Neural crest stem cells from dental tissues: a new hope for dental and neural regeneration

Abstract

Several stem cell sources persist in the adult human body, which opens the doors to both allogeneic and autologous cell therapies. Tooth tissues have proven to be a surprisingly rich and accessible source of neural crest-derived ectomesenchymal stem cells (EMSCs), which may be employed to repair disease-affected oral tissues in advanced regenerative dentistry. Additionally, one area of medicine that demands intensive research on new sources of stem cells is nervous system regeneration, since this constitutes a therapeutic hope for patients affected by highly invalidating conditions such as spinal cord injury, stroke, or neurodegenerative diseases.
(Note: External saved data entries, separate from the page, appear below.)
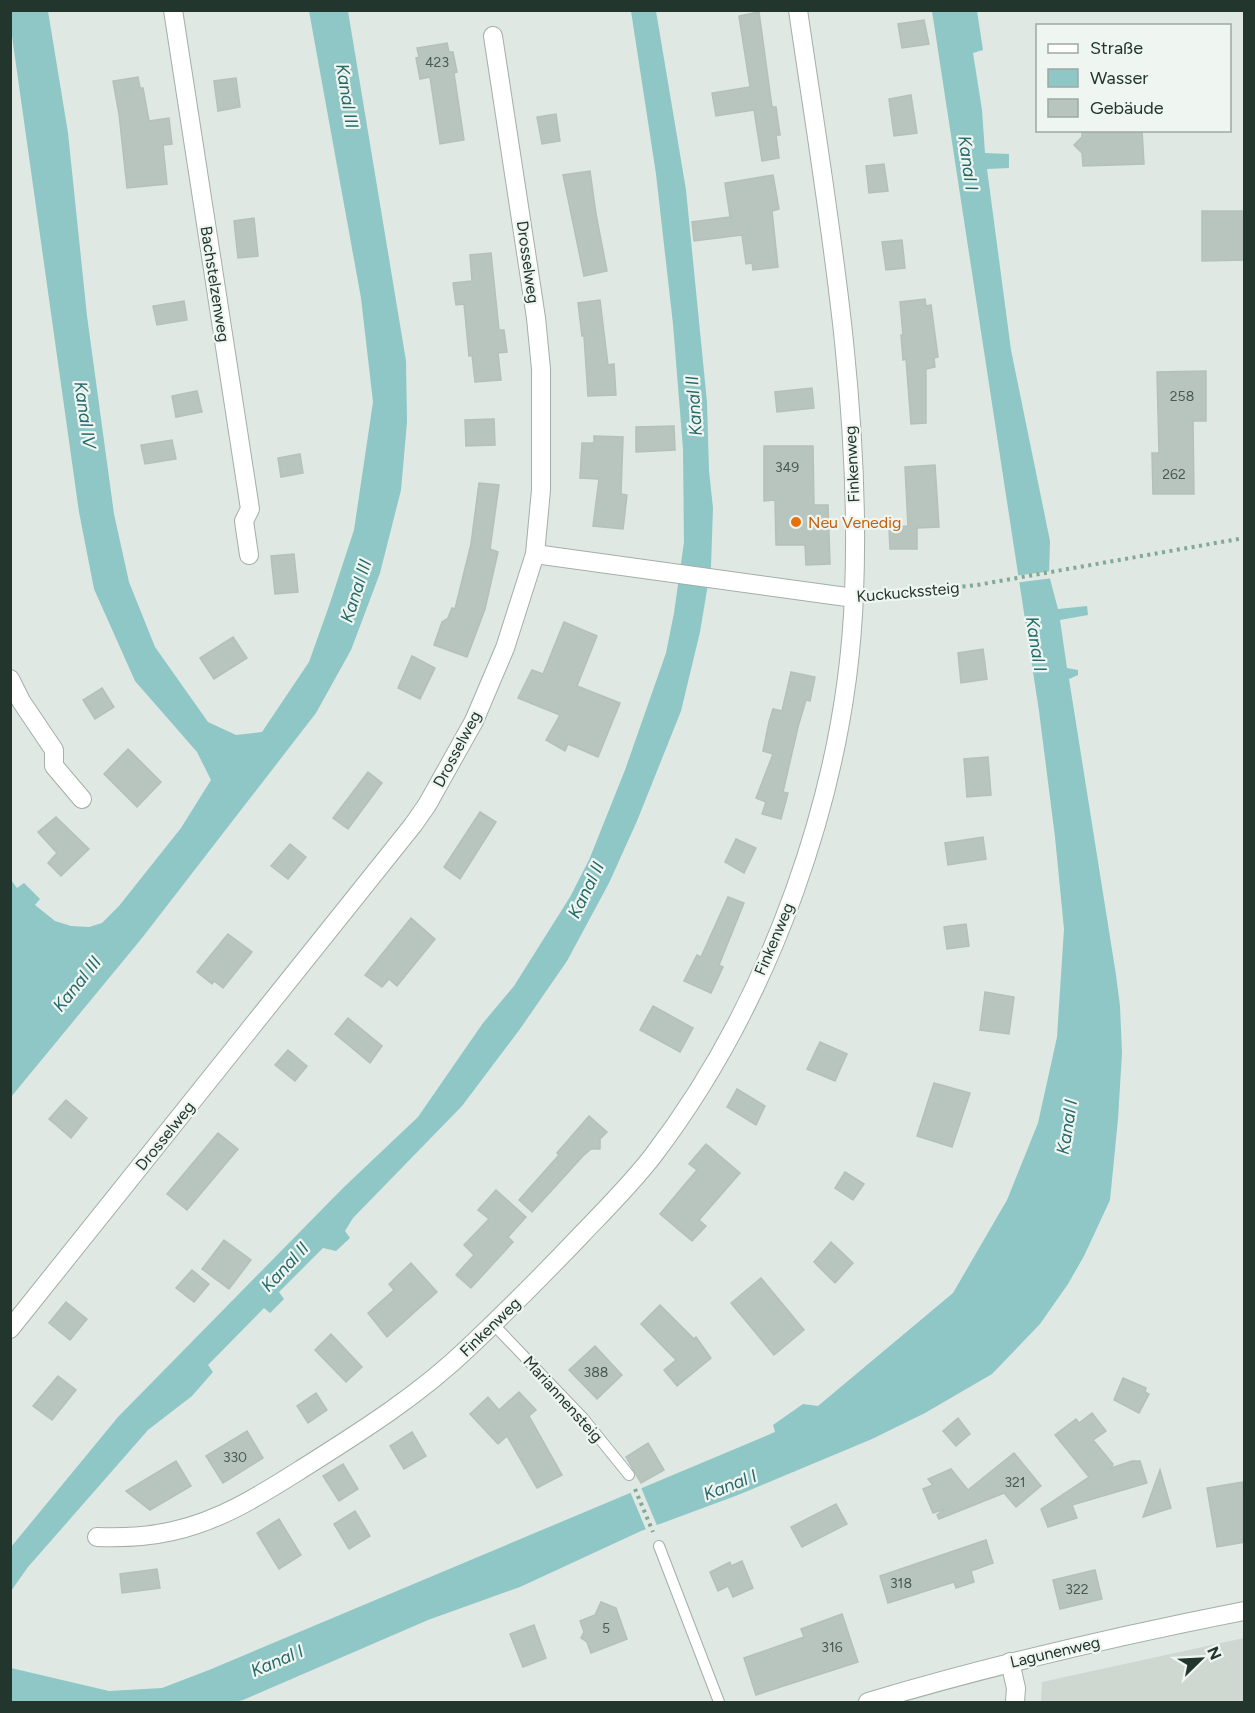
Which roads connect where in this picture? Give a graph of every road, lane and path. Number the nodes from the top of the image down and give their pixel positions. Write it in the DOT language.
graph roads {
  1 [pos="173,10"];
  2 [pos="798,10"];
  3 [pos="493,36"];
  4 [pos="1245,538"];
  5 [pos="535,554"];
  6 [pos="249,555"];
  7 [pos="854,598"];
  8 [pos="10,679"];
  9 [pos="82,799"];
  10 [pos="494,1325"];
  11 [pos="10,1329"];
  12 [pos="629,1475"];
  13 [pos="637,1492"];
  14 [pos="651,1526"];
  15 [pos="98,1537"];
  16 [pos="659,1546"];
  17 [pos="1245,1611"];
  18 [pos="1010,1662"];
  19 [pos="719,1702"];
  20 [pos="868,1702"];
  21 [pos="1016,1702"];
  1 -- 6 [label="street, Bachstelzenweg"];
  2 -- 7 [label="street, Finkenweg"];
  3 -- 5 [label="street, Drosselweg"];
  4 -- 7 [label="path, Kuckuckssteig"];
  5 -- 7 [label="street, Kuckuckssteig"];
  5 -- 11 [label="street, Drosselweg"];
  7 -- 10 [label="street, Finkenweg"];
  8 -- 9 [label="street"];
  10 -- 12 [label="lane, Mariannensteig"];
  10 -- 15 [label="street, Finkenweg"];
  13 -- 14 [label="path"];
  16 -- 19 [label="lane"];
  17 -- 18 [label="street, Lagunenweg"];
  18 -- 20 [label="street, Lagunenweg"];
  18 -- 21 [label="street"];
}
However, endogenous adult sources of neural stem cells present major drawbacks, such as their scarcity and complicated obtention. In this context, EMSCs from dental tissues emerge as good alternative candidates, since they are preserved in adult human individuals, and retain both high proliferation ability and a neural-like phenotype in vitro. In this paper, we discuss some important aspects of tissue regeneration by cell therapy and point out some advantages that EMSCs provide for dental and neural regeneration. We will finally review some of the latest research featuring experimental approaches and benefits of dental stem cell therapy.

Figure 1

Origin and differentiation potential of dental ectomesenchymal stem cells (EMSCs). (a) Origin of neural crest stem cells (NCSCs). The neural crest arises as a cell population belonging to the fusing edges of the neuroectoderm. After neural tube fusion, neural crest cells undergo an epithelial-mesenchymal transition (EMT), where they transform into EMSCs. EMSCs migrate to generate the majority of craniofacial tissues, including tooth tissues fat, muscle, bone, and cartilage tissues, as well as cranial peripheral ganglia and nerves, among others. (b) EMSCs are retained in the adult dental pulp and periodontal tissues. These cells keep the potential to differentiate to various cell lineages and thus regenerate different dental and connective tissues. Dental EMSCs appear to hold a particularly high neurogenic potential and may also be used to regenerate nerve tissue.

Figure 2

Dental EMSCs express neural differentiation and pluripotency markers and can acquire a prominent neural-like morphology in vitro. Dental EMSCs isolated from dental pulp (DPSCs) form clonogenic adherent colonies (a), which present Nestin+ immunoreactivity (b) and from which equally Nestin+ migrating cells spread to eventually bring the culture plate to full confluency (c). Dental EMSCs also express pluripotency markers such as Oct-4, in the absence of any genetic or pharmacological manipulation (d). The cellular morphology and proliferation rates of dental EMSCs vary depending on the presence of FBS in the culture medium. DPSCs proliferate slowly in the absence of serum. Cells cultured without serum are equally Nestin+ but display very variable morphologies, including the appearance of cells with striking neuron-like shape, that show very thin and long cytoplasmic processes, resembling dendrites and axons (f, g). When DPSC are expanded for 3 weeks with 10% FBS, following another 3 weeks of serum deprivation, a sheet of nerve-like tissue is formed (h). Times after seeding: (a) 1 week; (e) 3 weeks; (h) 6 weeks (3 + 3); (b–d; f–g) double merged images of Nestin (green) and Oct-4 (red) immunolabeled cells, with DAPI (blue) introduced as a nuclear counterstain. Scale bars: 50 μm.